Meteorite impacts generated massive energy to form oceanic plates, which later evolved into continents, the study published August 10, 2022 in Nature journal found.

The most commonly accepted theory in place attributes continent formation to the movement of tectonic plates.

The theory that giant meteorite impacts formed continents had been around for decades, but until now, there was little solid evidence for its support.

The new study provides some concrete evidence supporting the big impact theory, Tim Johnson, deputy head of Curtin University, told Down To Earth.

The researchers looked for evidence in zircon crystals embedded in rocks from the Pilbara Craton in Western Australia. This craton is the remnant of an ancient crust that began forming more than three billion years ago.

Zircons are formed by the crystallisation of magma or are found in metamorphic rocks. They act as tiny time capsules, recording the period of geologic activity, according to the American Museum of Natural History. Newer zircon adds to the original crystal as time progresses, it said.

Johnson and his colleagues studied the variants or isotopes of oxygen within these crystals: oxygen-18 and oxygen-16. The ratio between the two variants helped scientists estimate past temperatures.

Older grains of zircon possessed the lighter oxygen-16. The younger ones contained the heavier oxygen-18.

“This pattern suggests the Pilbara Craton began with extensive melting of shallow, near-surface rocks, with subsequent melting occurring at successively deeper levels, Johnson explained.

The giant meteorite hit Earth and melted the outer shell of the Earth or the lithosphere, according to the study.

This impact released the pressure on the underlying mantle. As a result, the mantle likely melted, creating an oceanic plateau.

This is similar to a lump forming after being struck on the head by a stone or a cricket ball, according to the expert.

“If the oceanic plateau gets big enough, it can melt at its base to form granite, which is what the continents are made of,” he added. Granite requires both water and energy to form.

Other rocky planets and the moon have had a history of meteorite impacts. But they had little or no water by the time the flux of effects declined, Johnson pointed out.

Understanding the formation and evolution of continents is important as it is the key to reserves of metals such as lithium, tin and nickel, which are required to develop batteries, the study noted.

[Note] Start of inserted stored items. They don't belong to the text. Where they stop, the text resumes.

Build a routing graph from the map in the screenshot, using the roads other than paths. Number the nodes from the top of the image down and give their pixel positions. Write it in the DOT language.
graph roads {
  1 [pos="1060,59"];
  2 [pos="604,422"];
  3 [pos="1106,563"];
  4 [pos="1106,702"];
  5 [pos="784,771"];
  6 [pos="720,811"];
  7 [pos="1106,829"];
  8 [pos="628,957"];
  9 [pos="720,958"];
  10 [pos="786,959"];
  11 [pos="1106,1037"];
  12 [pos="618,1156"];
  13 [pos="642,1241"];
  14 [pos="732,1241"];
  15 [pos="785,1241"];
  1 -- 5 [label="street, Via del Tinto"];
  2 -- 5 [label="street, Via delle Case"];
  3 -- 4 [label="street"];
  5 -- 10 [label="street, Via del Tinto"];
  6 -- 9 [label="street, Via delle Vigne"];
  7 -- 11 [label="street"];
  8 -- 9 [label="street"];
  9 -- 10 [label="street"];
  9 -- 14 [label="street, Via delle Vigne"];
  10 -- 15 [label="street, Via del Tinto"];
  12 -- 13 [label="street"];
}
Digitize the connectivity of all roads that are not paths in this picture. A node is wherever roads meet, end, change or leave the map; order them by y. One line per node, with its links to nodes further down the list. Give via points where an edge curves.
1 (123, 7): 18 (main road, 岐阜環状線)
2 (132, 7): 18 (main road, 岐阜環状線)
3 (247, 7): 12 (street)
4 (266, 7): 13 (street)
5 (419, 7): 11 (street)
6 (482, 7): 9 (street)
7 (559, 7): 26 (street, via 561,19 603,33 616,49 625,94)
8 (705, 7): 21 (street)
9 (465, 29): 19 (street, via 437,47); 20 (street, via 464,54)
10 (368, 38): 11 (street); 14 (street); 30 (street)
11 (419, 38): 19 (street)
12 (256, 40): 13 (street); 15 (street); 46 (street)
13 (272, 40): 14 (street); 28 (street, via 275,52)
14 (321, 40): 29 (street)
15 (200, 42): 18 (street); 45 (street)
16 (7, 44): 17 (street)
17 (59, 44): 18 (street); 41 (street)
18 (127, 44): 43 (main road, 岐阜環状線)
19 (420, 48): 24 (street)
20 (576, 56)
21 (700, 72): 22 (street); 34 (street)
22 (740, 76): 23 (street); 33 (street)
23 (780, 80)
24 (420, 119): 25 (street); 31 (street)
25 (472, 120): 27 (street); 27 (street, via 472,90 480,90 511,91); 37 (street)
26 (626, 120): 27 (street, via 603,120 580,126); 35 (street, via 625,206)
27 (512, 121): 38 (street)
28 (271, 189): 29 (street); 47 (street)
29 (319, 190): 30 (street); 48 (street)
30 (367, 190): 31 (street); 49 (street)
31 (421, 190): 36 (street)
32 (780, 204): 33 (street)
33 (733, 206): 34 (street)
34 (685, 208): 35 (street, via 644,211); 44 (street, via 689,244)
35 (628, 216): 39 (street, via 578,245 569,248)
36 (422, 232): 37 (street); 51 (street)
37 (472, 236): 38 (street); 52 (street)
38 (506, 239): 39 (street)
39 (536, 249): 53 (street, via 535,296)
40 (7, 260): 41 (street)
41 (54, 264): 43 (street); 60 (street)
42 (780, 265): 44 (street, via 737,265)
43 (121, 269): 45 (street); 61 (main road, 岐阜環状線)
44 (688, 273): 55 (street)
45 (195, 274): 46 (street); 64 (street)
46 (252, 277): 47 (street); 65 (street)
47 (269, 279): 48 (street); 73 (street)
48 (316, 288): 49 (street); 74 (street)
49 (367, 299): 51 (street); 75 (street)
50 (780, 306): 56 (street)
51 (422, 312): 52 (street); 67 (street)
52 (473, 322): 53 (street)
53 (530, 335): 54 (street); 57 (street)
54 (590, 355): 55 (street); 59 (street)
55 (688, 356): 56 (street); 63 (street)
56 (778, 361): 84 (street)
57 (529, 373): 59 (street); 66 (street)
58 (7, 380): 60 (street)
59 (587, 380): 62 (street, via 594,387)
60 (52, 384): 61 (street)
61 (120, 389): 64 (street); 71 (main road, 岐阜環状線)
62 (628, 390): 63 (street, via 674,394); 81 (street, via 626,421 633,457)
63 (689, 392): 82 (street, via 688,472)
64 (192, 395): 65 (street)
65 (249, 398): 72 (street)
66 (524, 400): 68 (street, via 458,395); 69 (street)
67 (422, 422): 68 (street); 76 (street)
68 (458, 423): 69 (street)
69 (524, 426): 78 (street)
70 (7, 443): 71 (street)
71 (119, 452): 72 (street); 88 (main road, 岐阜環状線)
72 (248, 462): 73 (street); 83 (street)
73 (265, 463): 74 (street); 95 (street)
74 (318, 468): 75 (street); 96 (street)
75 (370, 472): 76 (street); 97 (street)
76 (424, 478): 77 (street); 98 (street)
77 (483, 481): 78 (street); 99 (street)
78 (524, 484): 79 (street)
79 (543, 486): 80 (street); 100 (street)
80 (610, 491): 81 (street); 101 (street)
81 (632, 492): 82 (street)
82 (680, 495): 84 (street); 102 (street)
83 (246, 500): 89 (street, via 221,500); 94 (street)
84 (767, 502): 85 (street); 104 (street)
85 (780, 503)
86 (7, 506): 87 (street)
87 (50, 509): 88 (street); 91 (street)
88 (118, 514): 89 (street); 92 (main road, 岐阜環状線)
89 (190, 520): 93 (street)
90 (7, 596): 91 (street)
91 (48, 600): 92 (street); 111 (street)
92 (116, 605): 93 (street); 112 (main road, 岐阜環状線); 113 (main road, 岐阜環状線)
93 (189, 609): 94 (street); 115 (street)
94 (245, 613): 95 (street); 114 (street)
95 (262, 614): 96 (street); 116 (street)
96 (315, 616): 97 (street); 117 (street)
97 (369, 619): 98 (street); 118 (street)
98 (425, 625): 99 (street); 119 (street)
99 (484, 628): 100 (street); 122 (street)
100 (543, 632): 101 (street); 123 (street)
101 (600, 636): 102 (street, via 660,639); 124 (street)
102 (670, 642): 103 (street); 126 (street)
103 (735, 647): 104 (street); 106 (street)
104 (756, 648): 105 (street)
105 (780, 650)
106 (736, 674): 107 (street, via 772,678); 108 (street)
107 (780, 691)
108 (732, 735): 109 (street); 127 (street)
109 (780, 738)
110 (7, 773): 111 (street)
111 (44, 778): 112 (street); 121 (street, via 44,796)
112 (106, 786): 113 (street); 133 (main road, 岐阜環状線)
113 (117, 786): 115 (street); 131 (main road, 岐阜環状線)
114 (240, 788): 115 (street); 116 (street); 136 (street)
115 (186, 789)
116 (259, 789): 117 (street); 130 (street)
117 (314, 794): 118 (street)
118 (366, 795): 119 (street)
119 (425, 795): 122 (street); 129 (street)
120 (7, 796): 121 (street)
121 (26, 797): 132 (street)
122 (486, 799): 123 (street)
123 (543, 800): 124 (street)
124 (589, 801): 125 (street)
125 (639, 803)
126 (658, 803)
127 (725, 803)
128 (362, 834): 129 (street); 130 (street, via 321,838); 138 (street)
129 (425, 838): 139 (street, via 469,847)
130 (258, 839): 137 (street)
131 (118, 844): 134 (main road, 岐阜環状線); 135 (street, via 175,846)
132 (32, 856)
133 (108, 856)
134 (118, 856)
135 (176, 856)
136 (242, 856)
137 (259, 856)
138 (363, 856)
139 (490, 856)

The expert added that shallow melting of the rocks separates the lower density elements, such as lithium, from the higher density ones, such as iron.

Eventually, the lower density elements rise to the surface as a granitic continental crust. 

Johnson and his team think other areas containing ancient continental crusts also have a similar pattern, like the Pilbara Craton in Western Australia.

“We would like to test our findings on these ancient rocks to see if, as we suspect, our model is more widely applicable,” he added.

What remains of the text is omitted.